┌──

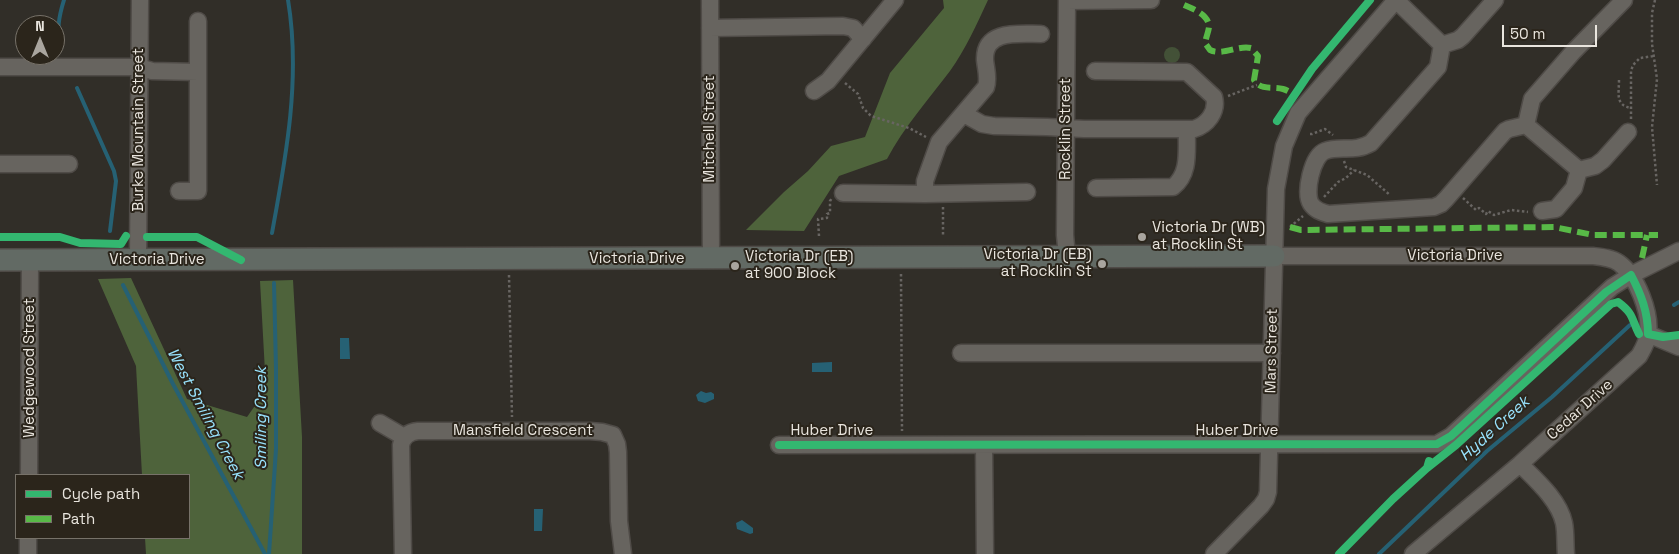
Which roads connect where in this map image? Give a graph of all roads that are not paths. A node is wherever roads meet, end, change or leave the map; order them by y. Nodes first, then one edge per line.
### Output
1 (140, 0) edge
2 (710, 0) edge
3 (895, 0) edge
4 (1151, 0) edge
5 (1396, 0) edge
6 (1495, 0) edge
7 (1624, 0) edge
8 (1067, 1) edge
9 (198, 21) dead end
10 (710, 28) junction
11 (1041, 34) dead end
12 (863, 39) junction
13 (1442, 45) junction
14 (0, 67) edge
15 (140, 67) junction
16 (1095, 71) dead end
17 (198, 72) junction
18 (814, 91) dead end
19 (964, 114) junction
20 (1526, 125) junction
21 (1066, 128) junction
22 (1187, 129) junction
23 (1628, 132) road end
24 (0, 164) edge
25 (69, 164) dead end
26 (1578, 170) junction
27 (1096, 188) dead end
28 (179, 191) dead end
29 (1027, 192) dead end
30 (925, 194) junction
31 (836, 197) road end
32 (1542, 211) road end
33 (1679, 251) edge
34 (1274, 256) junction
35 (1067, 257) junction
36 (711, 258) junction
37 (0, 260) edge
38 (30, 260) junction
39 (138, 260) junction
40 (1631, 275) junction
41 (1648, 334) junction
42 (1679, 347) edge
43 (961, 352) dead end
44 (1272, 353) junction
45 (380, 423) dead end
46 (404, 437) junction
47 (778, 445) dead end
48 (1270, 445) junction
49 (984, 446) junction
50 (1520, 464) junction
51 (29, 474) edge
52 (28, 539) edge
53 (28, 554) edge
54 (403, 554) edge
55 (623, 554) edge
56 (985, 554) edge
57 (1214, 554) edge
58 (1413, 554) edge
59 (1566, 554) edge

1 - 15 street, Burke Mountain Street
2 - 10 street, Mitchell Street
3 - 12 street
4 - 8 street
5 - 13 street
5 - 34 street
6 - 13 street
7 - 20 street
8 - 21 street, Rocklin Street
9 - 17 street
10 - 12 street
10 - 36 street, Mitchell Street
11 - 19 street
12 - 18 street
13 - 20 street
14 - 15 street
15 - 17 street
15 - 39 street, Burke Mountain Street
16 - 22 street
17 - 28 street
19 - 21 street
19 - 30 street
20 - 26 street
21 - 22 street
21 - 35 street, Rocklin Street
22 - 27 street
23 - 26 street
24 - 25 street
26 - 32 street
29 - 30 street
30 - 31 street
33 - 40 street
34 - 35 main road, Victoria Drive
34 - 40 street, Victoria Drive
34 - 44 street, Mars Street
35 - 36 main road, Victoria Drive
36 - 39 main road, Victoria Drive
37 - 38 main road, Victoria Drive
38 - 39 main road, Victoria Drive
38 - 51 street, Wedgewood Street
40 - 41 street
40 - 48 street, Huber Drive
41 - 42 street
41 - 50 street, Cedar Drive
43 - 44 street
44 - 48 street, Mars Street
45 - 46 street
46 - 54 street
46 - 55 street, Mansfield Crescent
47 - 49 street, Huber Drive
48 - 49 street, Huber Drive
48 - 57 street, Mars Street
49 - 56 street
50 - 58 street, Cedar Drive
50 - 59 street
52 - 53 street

└──
┌──

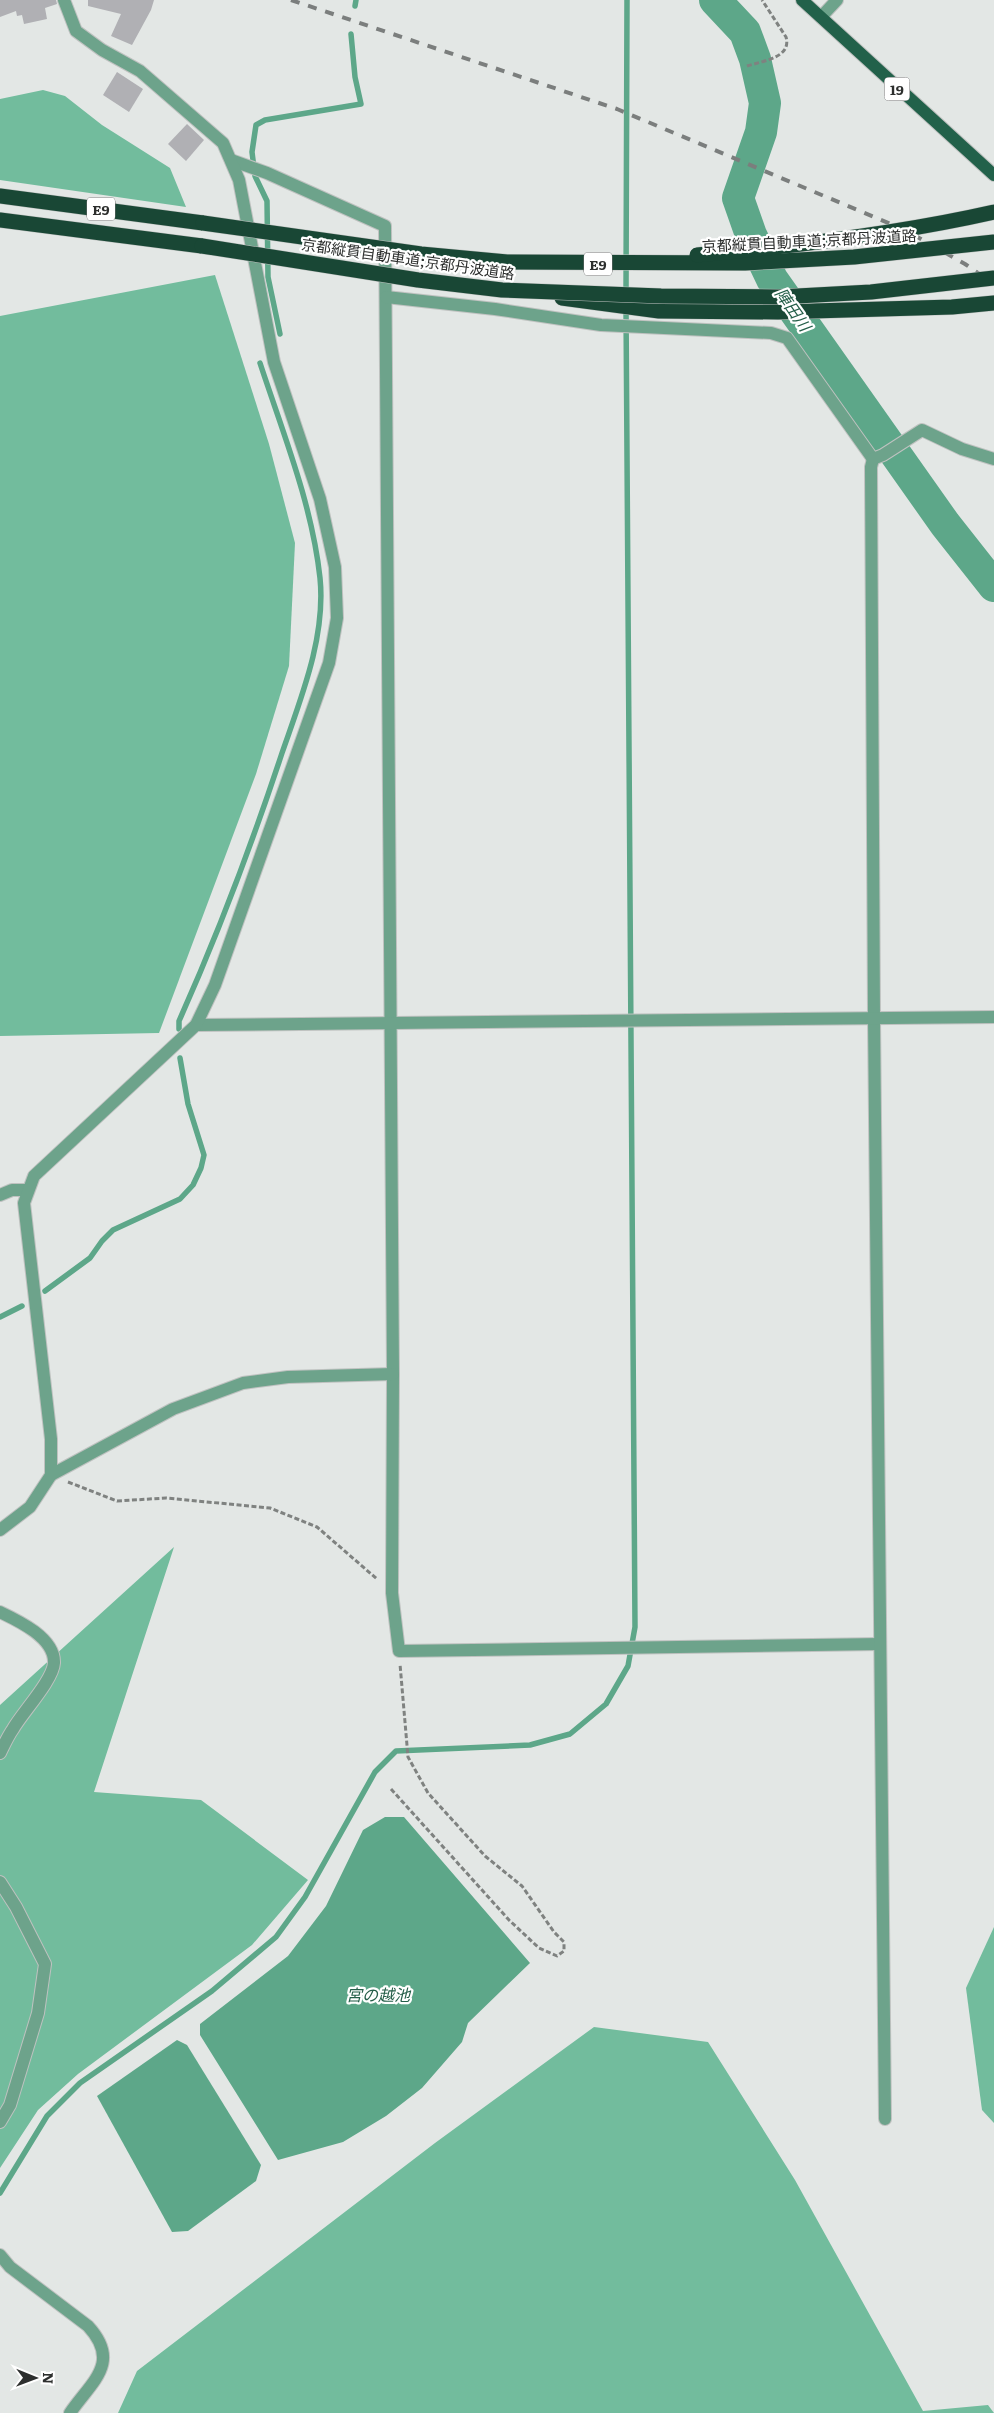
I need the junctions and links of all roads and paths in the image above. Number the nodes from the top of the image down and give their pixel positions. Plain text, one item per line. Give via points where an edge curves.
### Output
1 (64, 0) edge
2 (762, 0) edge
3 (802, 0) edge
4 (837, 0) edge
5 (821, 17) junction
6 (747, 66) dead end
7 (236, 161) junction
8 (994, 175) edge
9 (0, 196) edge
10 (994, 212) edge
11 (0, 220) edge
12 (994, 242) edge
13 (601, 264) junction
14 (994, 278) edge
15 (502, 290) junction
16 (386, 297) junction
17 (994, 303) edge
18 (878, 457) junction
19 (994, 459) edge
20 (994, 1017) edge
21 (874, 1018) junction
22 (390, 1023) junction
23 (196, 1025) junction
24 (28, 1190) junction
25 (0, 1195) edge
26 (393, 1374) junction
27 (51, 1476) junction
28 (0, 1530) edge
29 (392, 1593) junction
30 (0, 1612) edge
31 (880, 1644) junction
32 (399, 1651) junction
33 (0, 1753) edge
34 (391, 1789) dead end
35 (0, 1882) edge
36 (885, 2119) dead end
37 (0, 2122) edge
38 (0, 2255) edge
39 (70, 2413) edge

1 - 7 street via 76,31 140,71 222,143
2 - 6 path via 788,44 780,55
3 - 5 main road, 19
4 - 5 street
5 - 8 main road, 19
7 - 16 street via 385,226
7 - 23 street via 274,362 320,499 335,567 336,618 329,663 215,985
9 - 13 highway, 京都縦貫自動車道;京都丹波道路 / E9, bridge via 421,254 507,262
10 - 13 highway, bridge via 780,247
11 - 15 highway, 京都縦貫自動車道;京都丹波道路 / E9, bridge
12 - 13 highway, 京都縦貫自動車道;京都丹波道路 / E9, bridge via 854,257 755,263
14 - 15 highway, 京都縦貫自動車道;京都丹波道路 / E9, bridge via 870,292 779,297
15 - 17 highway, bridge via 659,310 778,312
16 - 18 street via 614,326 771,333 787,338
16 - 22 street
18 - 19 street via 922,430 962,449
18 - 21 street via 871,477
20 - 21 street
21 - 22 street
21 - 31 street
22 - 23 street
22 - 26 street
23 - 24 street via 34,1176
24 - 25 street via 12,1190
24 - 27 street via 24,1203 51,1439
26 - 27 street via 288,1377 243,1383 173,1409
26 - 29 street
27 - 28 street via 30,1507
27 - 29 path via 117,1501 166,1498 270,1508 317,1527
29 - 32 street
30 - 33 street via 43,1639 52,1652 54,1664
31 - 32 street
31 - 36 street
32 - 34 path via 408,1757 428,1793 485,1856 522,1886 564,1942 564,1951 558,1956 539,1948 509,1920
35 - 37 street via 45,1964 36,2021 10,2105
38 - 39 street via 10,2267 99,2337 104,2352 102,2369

└──

▶ [TASK TO CARRY OUT]
If a line of the material contains the word "Mountain", pick it out and copy it.

▶ [SOLUTION FOR THIS PROBLEM]
1 - 15 street, Burke Mountain Street
15 - 39 street, Burke Mountain Street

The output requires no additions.